Este é o ponto de partida de “La mortadella” (1971), de Mario Monicelli, diretor de memoráveis comédias, como “O exército Brancaleone” e “Meus caros amigos”. O nome do filme nos EUA foi “Lady Liberty”. O cartaz mostrava Sophia caracterizada como a Estátua da Liberdade. Adequado. O choque de realidade que a sua personagem — cujo saboroso nome era Maddalena Ciarrapico — sofrerá não se restringirá ao Sonho Americano. Proietti — ou, na trama, Michelle Bruni — também a decepcionará.

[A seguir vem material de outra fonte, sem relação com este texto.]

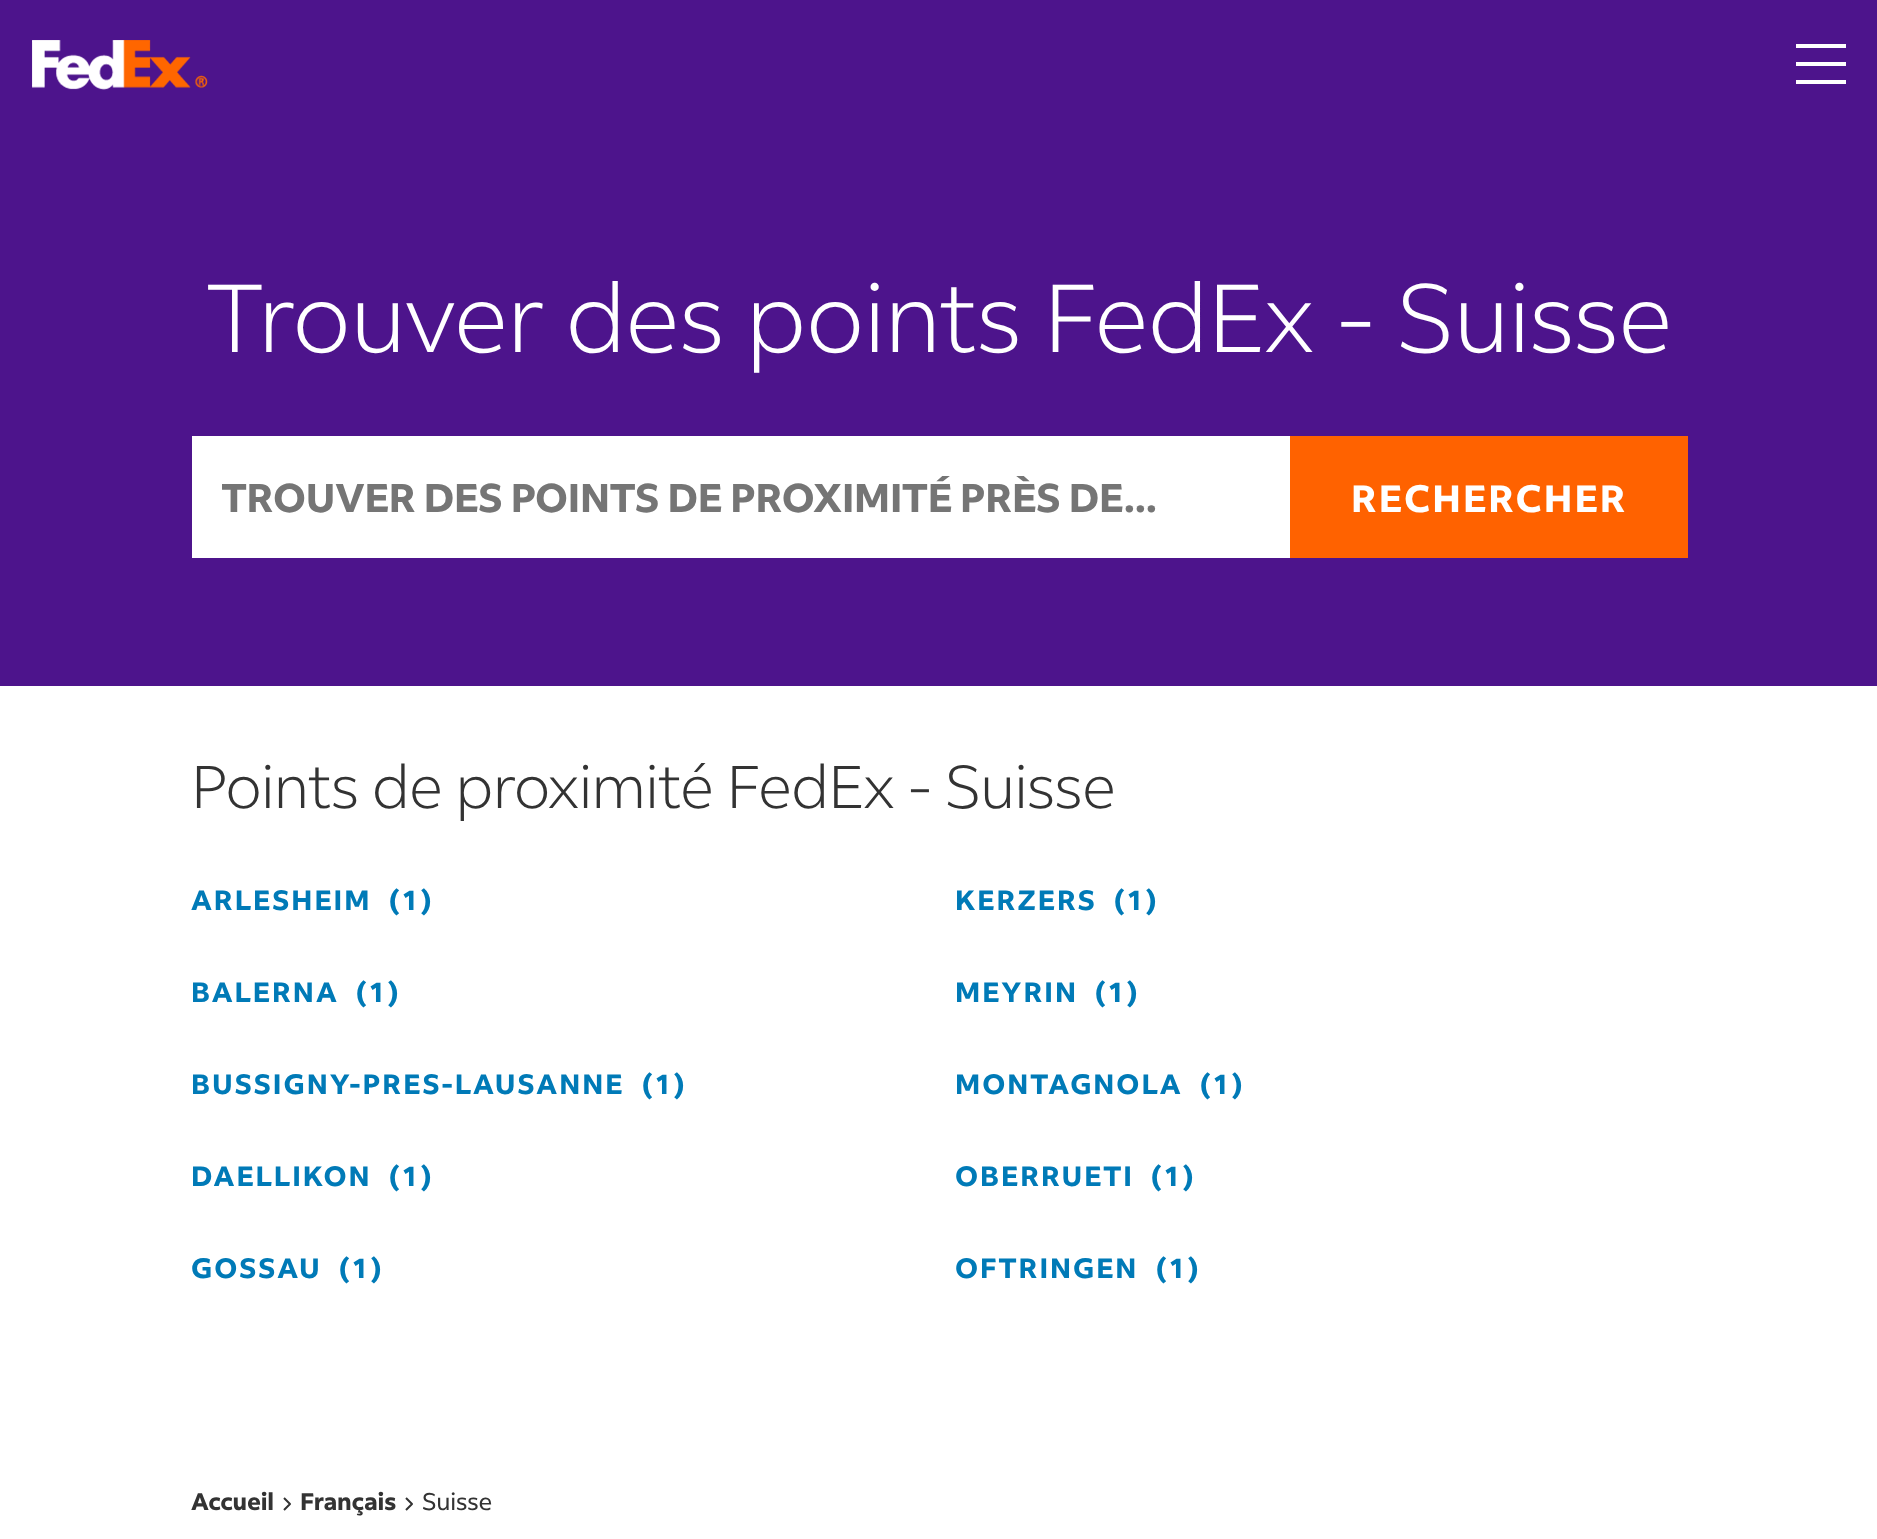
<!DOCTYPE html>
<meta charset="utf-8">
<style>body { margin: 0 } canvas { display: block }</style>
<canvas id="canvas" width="1877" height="1539"></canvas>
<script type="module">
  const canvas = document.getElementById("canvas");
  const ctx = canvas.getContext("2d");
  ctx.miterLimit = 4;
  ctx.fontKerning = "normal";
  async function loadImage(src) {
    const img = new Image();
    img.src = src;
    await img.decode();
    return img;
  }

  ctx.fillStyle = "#ffffff";
  ctx.fillRect(0, 0, 1877, 1539);
  ctx.fillStyle = "#4d148c";
  ctx.fillRect(0, 0, 1877, 686);
  ctx.drawImage(await loadImage("img1.png"), 32, 40, 176, 50);
  ctx.fillStyle = "#ffffff";
  ctx.fillRect(1796, 44, 50, 4);
  ctx.fillRect(1796, 62, 50, 4);
  ctx.fillRect(1796, 80, 50, 4);
  ctx.letterSpacing = "-0.8px";
  ctx.font = "300 96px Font";
  ctx.fillText("Trouver des points FedEx - Suisse", 206, 352);
  ctx.fillRect(192, 436, 1098, 122);
  ctx.save();
  ctx.beginPath();
  ctx.rect(222, 470, 1038, 54);
  ctx.clip();
  ctx.letterSpacing = "-0.2px";
  ctx.font = "bold 40px Font";
  ctx.fillStyle = "#757575";
  ctx.fillText("TROUVER DES POINTS DE PROXIMITÉ PRÈS DE...", 221, 512);
  ctx.restore();
  ctx.fillStyle = "#ff6200";
  ctx.fillRect(1290, 436, 398, 122);
  ctx.letterSpacing = "2px";
  ctx.font = "bold 38px Font";
  ctx.fillStyle = "#ffffff";
  ctx.fillText("RECHERCHER", 1351, 512);
  ctx.letterSpacing = "-0.8px";
  ctx.font = "300 60px Font";
  ctx.fillStyle = "#333333";
  ctx.fillText("Points de proximité FedEx - Suisse", 191, 808);
  ctx.letterSpacing = "2px";
  ctx.font = "bold 28px Font";
  ctx.fillStyle = "#007ab7";
  ctx.fillText("ARLESHEIM", 191, 910);
  ctx.fillText("(1)", 389, 910);
  ctx.fillText("KERZERS", 955, 910);
  ctx.fillText("(1)", 1114, 910);
  ctx.fillText("BALERNA", 191, 1002);
  ctx.fillText("(1)", 356, 1002);
  ctx.fillText("MEYRIN", 955, 1002);
  ctx.fillText("(1)", 1095, 1002);
  ctx.fillText("BUSSIGNY-PRES-LAUSANNE", 191, 1094);
  ctx.fillText("(1)", 642, 1094);
  ctx.fillText("MONTAGNOLA", 955, 1094);
  ctx.fillText("(1)", 1200, 1094);
  ctx.fillText("DAELLIKON", 191, 1186);
  ctx.fillText("(1)", 389, 1186);
  ctx.fillText("OBERRUETI", 955, 1186);
  ctx.fillText("(1)", 1151, 1186);
  ctx.fillText("GOSSAU", 191, 1278);
  ctx.fillText("(1)", 339, 1278);
  ctx.fillText("OFTRINGEN", 955, 1278);
  ctx.fillText("(1)", 1156, 1278);
  ctx.letterSpacing = "-0.2px";
  ctx.font = "bold 24px Font";
  ctx.fillStyle = "#333333";
  ctx.fillText("Accueil", 191, 1510);
  ctx.beginPath();
  ctx.moveTo(284, 1510);
  ctx.lineTo(290, 1504);
  ctx.lineTo(284, 1498);
  ctx.strokeStyle = "#333333";
  ctx.lineWidth = 2;
  ctx.lineJoin = "round";
  ctx.stroke();
  ctx.fillText("Français", 300, 1510);
  ctx.beginPath();
  ctx.moveTo(406, 1510);
  ctx.lineTo(412, 1504);
  ctx.lineTo(406, 1498);
  ctx.stroke();
  ctx.font = "24px Font";
  ctx.fillText("Suisse", 422, 1510);
</script>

Desde minha primeira viagem ao exterior, a trabalho, justamente para a Itália, quase três décadas atrás, jamais deixei de pensar em Sophia ao pousar no Galeão. Uma lei dos tempos de Vargas proibia que pessoas físicas entrassem no Brasil com derivados industrializados de carne e de leite. Proibia, pretérito imperfeito. No último dia 10, em um de seus últimos atos, a ex-ministra da Agricultura Kátia Abreu assinou instrução normativa que liberou a mortadela, o salame e outros embutidos de duplo sentido, além dos derivados de leite. Desde que, por viajante, não excedam dez quilos, aqueles, ou cinco quilos, estes, e venham acondicionados na embalagem original, devidamente rotulada.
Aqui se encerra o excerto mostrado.